Tokyo Steel to Post Recurring Loss for F2010

Tokyo Steel Manufacturing announced on Wednesday the firm revised the unconsolidated results downward to 8 billion yen of recurring loss in fiscal 2010 ending March 2011, which represents annual loss for 2 years in a row. Higher ferrous scrap cost impacts on the results while the sales volume is lower than original plan when Tahara plant’s operation cannot reach normal operation until fiscal 2011. The firm posted around 2.7 billion yen of recurring loss in October-December, which represents loss for 6 quarters in a row. The firm expects wider loss in January-March than October-December and tries to improve the profitability through price hike.

The firm revised the sales target to 152.5 billion yen for fiscal 2010, which is 8.5 billion yen lower than former outlook as of October 2010. The firm revised the target of operating, recurring and net loss to 8 billion yen, which was negative 9 billion yen from the former profit outlook. With lower production at Tahara, the firm revised the sales target to 1.1 million tonnes in the second half and 2.25 million tonnes in fiscal 2010, both of which are 200,000 tonnes lower than original plan. The firm expects 69,000 yen per tonne of steel selling price and 38,000 yen per tonne of scrap purchase cost in the second half.

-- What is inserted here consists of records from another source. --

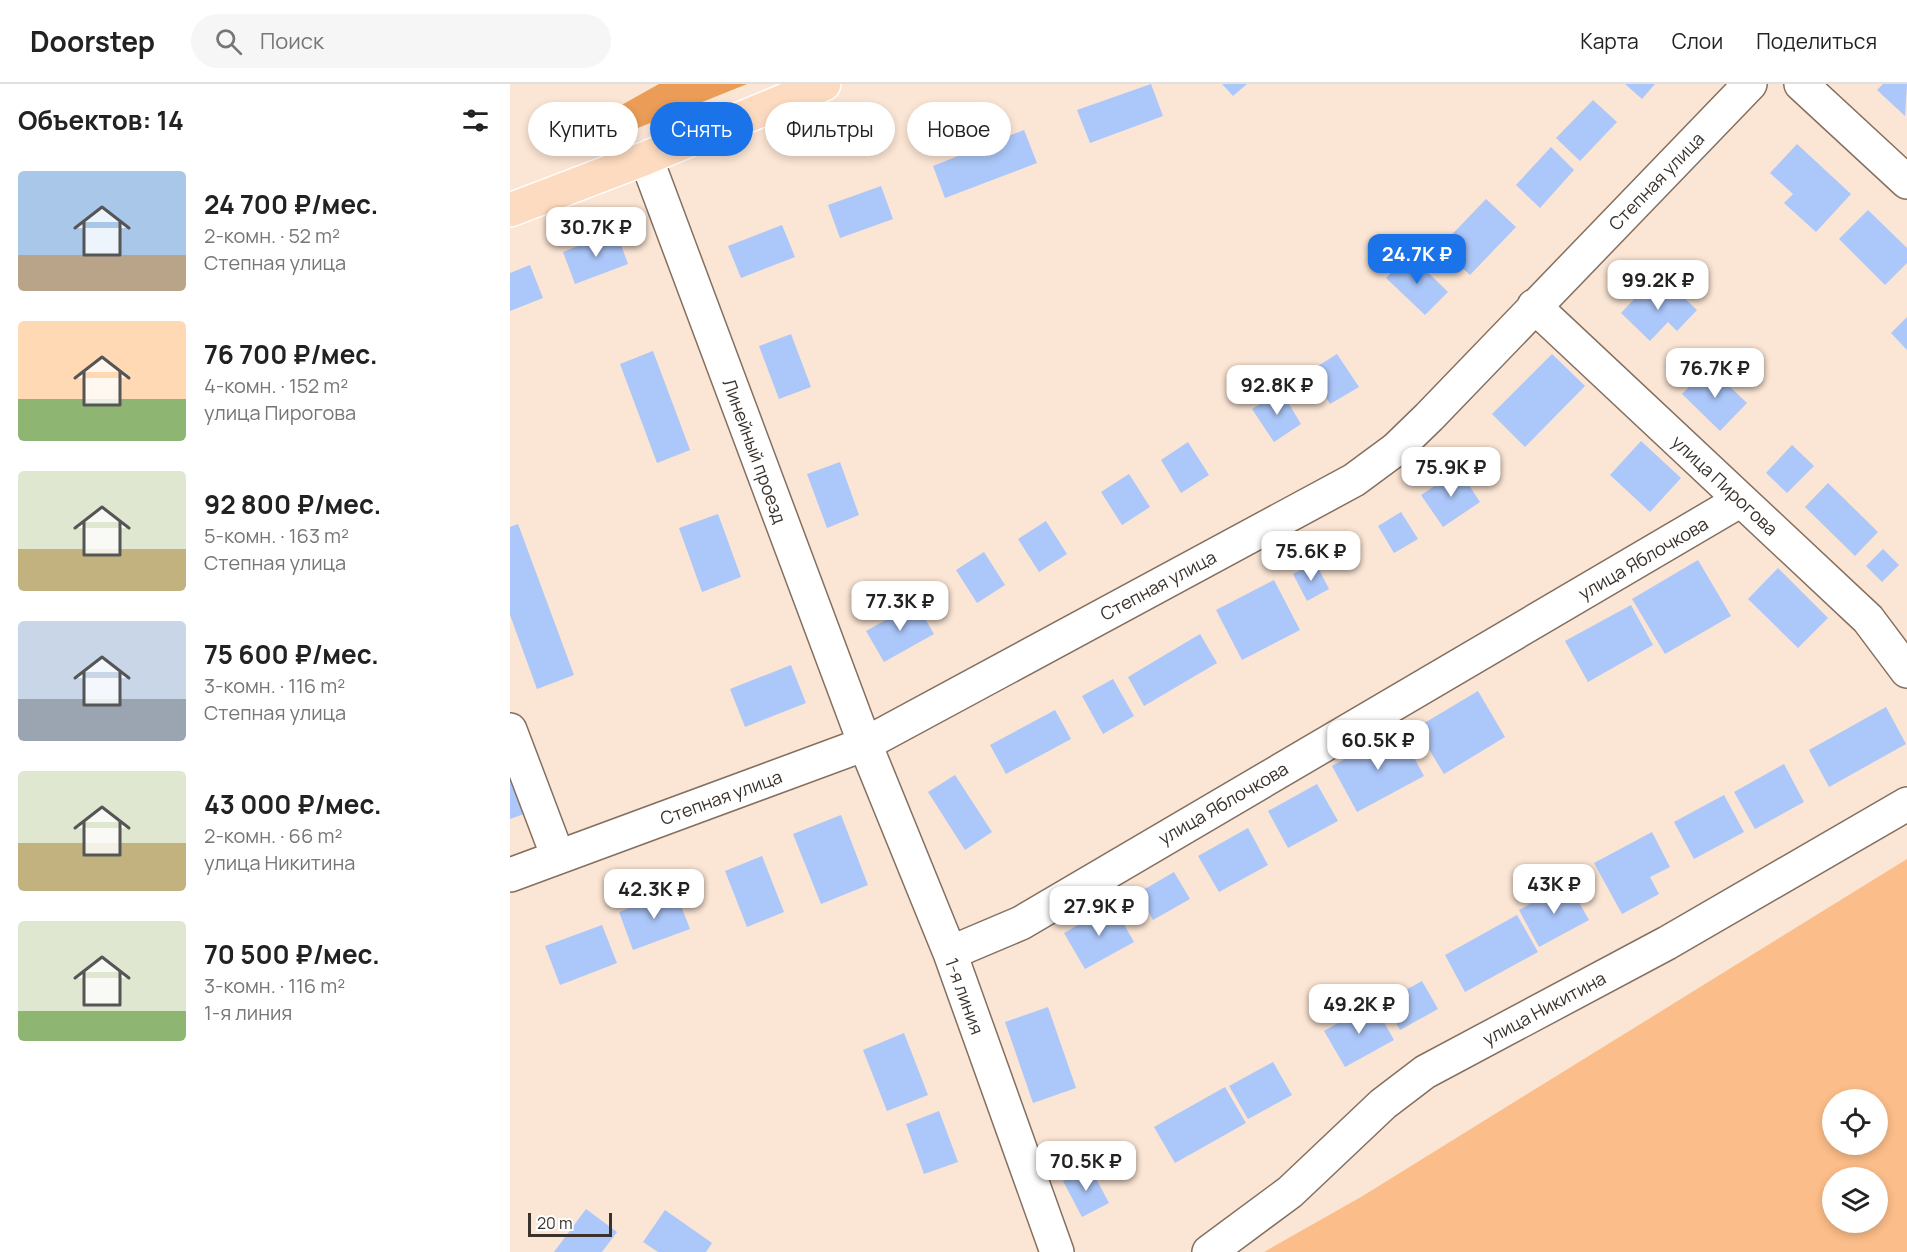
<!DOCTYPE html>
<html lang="ru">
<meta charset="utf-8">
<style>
:root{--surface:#fff;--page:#f6f6f6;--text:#222;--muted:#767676;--line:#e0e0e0;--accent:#1a73e8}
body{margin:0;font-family:Manrope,sans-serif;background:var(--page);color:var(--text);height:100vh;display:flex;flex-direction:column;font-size:22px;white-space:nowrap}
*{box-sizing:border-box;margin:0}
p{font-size:20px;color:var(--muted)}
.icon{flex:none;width:33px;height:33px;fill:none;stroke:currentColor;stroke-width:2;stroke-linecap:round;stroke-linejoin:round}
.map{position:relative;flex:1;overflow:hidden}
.side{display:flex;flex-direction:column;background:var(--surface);width:510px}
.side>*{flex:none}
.hud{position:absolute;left:18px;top:18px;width:570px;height:54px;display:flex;gap:12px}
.buttons{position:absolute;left:1312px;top:1005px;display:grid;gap:12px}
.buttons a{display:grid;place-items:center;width:66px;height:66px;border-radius:50%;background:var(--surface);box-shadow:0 3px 9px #0003;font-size:30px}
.scale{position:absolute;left:18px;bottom:15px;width:84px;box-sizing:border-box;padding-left:6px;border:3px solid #3b322c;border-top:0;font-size:16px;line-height:21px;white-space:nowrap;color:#3b322c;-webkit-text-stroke:4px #fff;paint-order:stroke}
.price{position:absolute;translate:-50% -51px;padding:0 14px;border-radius:12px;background:#fff;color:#222;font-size:20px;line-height:39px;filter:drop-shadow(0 2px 3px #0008)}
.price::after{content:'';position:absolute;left:50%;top:36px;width:18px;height:14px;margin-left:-9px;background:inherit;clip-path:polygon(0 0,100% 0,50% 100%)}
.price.on{background:var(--accent);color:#fff}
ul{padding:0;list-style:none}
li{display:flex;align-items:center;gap:18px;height:150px;padding:0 18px}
li span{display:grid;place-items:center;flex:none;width:168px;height:120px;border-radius:6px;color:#555}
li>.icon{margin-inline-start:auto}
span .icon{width:72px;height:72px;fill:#fffc;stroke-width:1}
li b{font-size:26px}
h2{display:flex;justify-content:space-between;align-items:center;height:72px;padding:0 18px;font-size:26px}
.pill{padding:0 21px;border-radius:27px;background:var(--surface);box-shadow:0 3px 9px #0003;font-size:21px;line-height:54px}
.pill.on{background:var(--accent);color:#fff}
header{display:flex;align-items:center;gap:36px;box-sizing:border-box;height:84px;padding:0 30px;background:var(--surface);border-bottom:2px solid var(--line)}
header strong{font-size:28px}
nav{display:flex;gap:33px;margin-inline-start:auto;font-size:21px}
.search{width:420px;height:54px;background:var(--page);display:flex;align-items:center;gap:15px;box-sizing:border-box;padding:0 21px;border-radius:33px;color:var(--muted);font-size:22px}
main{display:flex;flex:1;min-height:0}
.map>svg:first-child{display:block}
.green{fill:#fbbd89;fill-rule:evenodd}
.forest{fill:#eb9d57}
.building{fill:#acc7f9}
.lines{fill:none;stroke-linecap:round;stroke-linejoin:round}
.minor-casing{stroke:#847061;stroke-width:36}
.major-casing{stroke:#fff;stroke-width:36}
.minor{stroke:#fff;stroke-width:33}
.major{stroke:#fcdbc0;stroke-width:33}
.labels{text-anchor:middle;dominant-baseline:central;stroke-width:4.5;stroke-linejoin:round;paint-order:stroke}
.street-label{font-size:18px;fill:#3b322c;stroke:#fff}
</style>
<header>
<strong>Doorstep</strong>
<div class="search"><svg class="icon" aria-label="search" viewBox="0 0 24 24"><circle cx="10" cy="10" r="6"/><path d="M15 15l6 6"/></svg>Поиск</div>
<nav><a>Карта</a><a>Слои</a><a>Поделиться</a></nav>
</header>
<main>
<section class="side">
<h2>Объектов: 14<svg class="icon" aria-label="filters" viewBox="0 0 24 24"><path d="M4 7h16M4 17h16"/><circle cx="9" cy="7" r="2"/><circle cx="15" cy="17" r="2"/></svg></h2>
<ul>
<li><span style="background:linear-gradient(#a9c7e8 70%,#b9a48a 0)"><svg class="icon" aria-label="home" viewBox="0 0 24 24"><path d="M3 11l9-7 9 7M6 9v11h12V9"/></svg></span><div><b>24 700 ₽/мес.</b><p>2-комн. · 52 m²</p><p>Степная улица</p></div></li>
<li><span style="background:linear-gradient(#ffd9b3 65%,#8fb573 0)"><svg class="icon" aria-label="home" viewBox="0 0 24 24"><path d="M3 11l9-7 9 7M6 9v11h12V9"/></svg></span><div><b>76 700 ₽/мес.</b><p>4-комн. · 152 m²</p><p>улица Пирогова</p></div></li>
<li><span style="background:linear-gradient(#dfe7d0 65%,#c2b280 0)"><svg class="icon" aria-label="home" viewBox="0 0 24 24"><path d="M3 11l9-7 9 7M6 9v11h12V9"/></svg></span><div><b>92 800 ₽/мес.</b><p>5-комн. · 163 m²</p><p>Степная улица</p></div></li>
<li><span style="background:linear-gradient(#c9d6e8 65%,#9aa5b1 0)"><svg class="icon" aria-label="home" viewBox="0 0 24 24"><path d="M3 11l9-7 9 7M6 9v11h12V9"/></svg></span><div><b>75 600 ₽/мес.</b><p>3-комн. · 116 m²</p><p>Степная улица</p></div></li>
<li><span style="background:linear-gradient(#dfe7d0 60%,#c2b280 0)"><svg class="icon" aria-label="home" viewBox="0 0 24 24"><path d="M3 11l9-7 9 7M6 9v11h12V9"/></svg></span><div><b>43 000 ₽/мес.</b><p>2-комн. · 66 m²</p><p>улица Никитина</p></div></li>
<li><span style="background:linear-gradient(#dfe7d0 75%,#8fb573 0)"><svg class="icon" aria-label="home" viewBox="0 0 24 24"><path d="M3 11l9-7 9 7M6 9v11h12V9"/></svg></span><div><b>70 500 ₽/мес.</b><p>3-комн. · 116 m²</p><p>1-я линия</p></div></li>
</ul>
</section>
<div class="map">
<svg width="1397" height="1168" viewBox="0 0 1397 1168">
<rect width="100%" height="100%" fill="#fbe5d4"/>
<path class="green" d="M1397,775V1168H754L851,1113ZM1323,1016H1368V1060H1323ZM1323,1094H1368V1138H1323Z"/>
<path class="forest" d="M149,0H237L98,56L108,23Z"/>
<path class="building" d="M641,0L653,32L580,59L567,26Z
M712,0H737L723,12Z
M1115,0H1145L1132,15Z
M1373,0H1397L1395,32L1367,6Z
M1083,16L1107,38L1070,77L1046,54Z
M514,46L527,79L435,114L423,82Z
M1287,60L1341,110L1306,148L1274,119L1283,110L1260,89Z
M1041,63L1064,86L1030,124L1006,101Z
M371,102L383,135L330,154L318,121Z
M976,115L1006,143L960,191L930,163Z
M1358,126L1397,164V179L1375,201L1329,155Z
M272,141L285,173L231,194L218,162Z
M106,147L118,180L65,200L53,168Z
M899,170L938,208L915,231L876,194Z
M20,181L33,214L0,227V189Z
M1143,195L1163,215L1169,209L1187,226L1167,247L1158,238L1140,257L1111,229Z
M1397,233V266L1381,249Z
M281,250L301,303L269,315L249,262Z
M143,267L180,366L147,379L110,280Z
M827,270L849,303L820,320L800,287Z
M1042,270L1075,302L1015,363L982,330Z
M1199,283L1237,319L1210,347L1172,310Z
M771,307L791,340L764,358L742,325Z
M1131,357L1171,394L1140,428L1100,391Z
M678,358L699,391L671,409L651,376Z
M1282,361L1304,382L1277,409L1256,389Z
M330,378L349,431L317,444L297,390Z
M949,386L970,418L933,443L911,411Z
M619,390L640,423L612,441L591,408Z
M1318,399L1368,448L1345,472L1295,423Z
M891,428L908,455L884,469L868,442Z
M208,430L231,493L192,508L169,444Z
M536,437L557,470L529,488L508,455Z
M8,440L64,591L27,605L0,531V443Z
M1373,465L1389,481L1372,498L1356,482Z
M474,468L495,501L467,519L446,486Z
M1188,476L1221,532L1155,570L1122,515Z
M805,478L819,505L797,517L783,490Z
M1268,484L1318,534L1288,564L1238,515Z
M764,496L790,546L732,576L706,526Z
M406,519L424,550L374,578L356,547Z
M1121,521L1143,561L1078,598L1055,557Z
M690,550L707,579L634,622L618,593Z
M281,581L296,619L235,643L220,605Z
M603,595L624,632L593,650L572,612Z
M968,607L995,653L934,690L906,644Z
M1376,623L1396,660L1319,703L1299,666Z
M545,626L561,655L496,690L480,661Z
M889,646L914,692L847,728L822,682Z
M1274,680L1294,718L1245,745L1224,708Z
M445,691L482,748L455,766L418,708Z
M0,693L14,730L0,735Z
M807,700L828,737L778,764L758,727Z
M1214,711L1234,748L1184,775L1164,738Z
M331,731L358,801L311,820L283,750Z
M738,744L758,781L709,808L688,772Z
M1142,748L1160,783L1140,793L1149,810L1112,830L1084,779Z
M252,772L274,828L237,843L215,787Z
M664,788L680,815L643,836L628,809Z
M1058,799L1079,836L1029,863L1009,826Z
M165,806L180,845L123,866L109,828Z
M603,821L624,858L575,885L554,849Z
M1007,831L1028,868L955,908L935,871Z
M92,841L107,879L50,901L35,862Z
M912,897L928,925L890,946L874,918Z
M863,919L884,956L835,983L814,947Z
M538,923L566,1004L523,1019L495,938Z
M394,949L418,1011L377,1027L353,966Z
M763,978L782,1011L738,1035L719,1002Z
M715,1003L736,1039L665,1079L644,1043Z
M429,1027L448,1078L414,1090L396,1040Z
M580,1083L599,1119L572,1133L553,1097Z
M76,1125L107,1148L92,1168H44Z
M155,1126L202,1159L196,1168H148L133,1158Z"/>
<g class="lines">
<defs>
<path id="minor" d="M1291,0L1397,98
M136,74L355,660L440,869L547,1168
M1024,222L1358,535L1397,587
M0,646L48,773
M0,791L355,660L844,396L886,365L919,333L1240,0
M440,869L511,839L1231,416
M699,1168L780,1108L873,1020L915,988L1157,859L1397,720"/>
<path id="major" d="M0,126L136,74L314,0"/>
</defs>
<use href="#minor" class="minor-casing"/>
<use href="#major" class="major-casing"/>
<use href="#minor" class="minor"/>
<use href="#major" class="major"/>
</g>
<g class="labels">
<g class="street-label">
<text transform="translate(1146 97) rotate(-46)">Степная улица</text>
<text transform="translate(245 367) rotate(70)">Линейный проезд</text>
<text transform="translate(1215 401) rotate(43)">улица Пирогова</text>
<text transform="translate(1133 474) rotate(-30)">улица Яблочкова</text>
<text transform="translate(648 501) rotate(-28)">Степная улица</text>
<text transform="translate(211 713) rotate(-20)">Степная улица</text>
<text transform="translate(713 719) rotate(-30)">улица Яблочкова</text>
<text transform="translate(455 912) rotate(70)">1-я линия</text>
<text transform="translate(1034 924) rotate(-28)">улица Никитина</text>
</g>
</g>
</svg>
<div class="buttons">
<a><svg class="icon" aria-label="locate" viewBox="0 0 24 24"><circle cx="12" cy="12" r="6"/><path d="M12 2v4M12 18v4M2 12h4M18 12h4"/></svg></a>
<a><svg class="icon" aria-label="layers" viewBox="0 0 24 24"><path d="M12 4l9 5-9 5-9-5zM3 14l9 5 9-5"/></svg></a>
</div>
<div class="scale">20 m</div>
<b class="price" style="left:86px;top:174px">30.7K ₽</b>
<b class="price on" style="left:907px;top:201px">24.7K ₽</b>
<b class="price" style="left:1148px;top:227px">99.2K ₽</b>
<b class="price" style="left:1205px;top:315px">76.7K ₽</b>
<b class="price" style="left:767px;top:332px">92.8K ₽</b>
<b class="price" style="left:941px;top:414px">75.9K ₽</b>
<b class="price" style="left:801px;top:498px">75.6K ₽</b>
<b class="price" style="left:390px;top:548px">77.3K ₽</b>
<b class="price" style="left:868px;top:687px">60.5K ₽</b>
<b class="price" style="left:1044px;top:831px">43K ₽</b>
<b class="price" style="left:144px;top:836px">42.3K ₽</b>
<b class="price" style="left:589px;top:853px">27.9K ₽</b>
<b class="price" style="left:849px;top:951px">49.2K ₽</b>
<b class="price" style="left:576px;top:1108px">70.5K ₽</b>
<div class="hud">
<a class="pill">Купить</a>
<a class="pill on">Снять</a>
<a class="pill">Фильтры</a>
<a class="pill">Новое</a>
</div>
</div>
</main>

The firm posted 4.219 billion yen of recurring loss in April-December 2010 compared with 1.948 billion yen profit in same period of 2009. The firm posted 4.362 billion yen of net loss, which was wider than 1.702 billion yen loss in same period of 2009 while the sales increased by 46% to 114.602 billion yen. The steel sales increased by 35.9% to 1.678 million tonnes, of which export increased to near 5 times at 79,000 tonnes. Flat steel products represented 55% of the total sales with balance of long products. The averaged price increased by 4,600 yen to 68,200 yen per tonne for steel selling price while scrap purchase cost was 34,500 yen per tonne.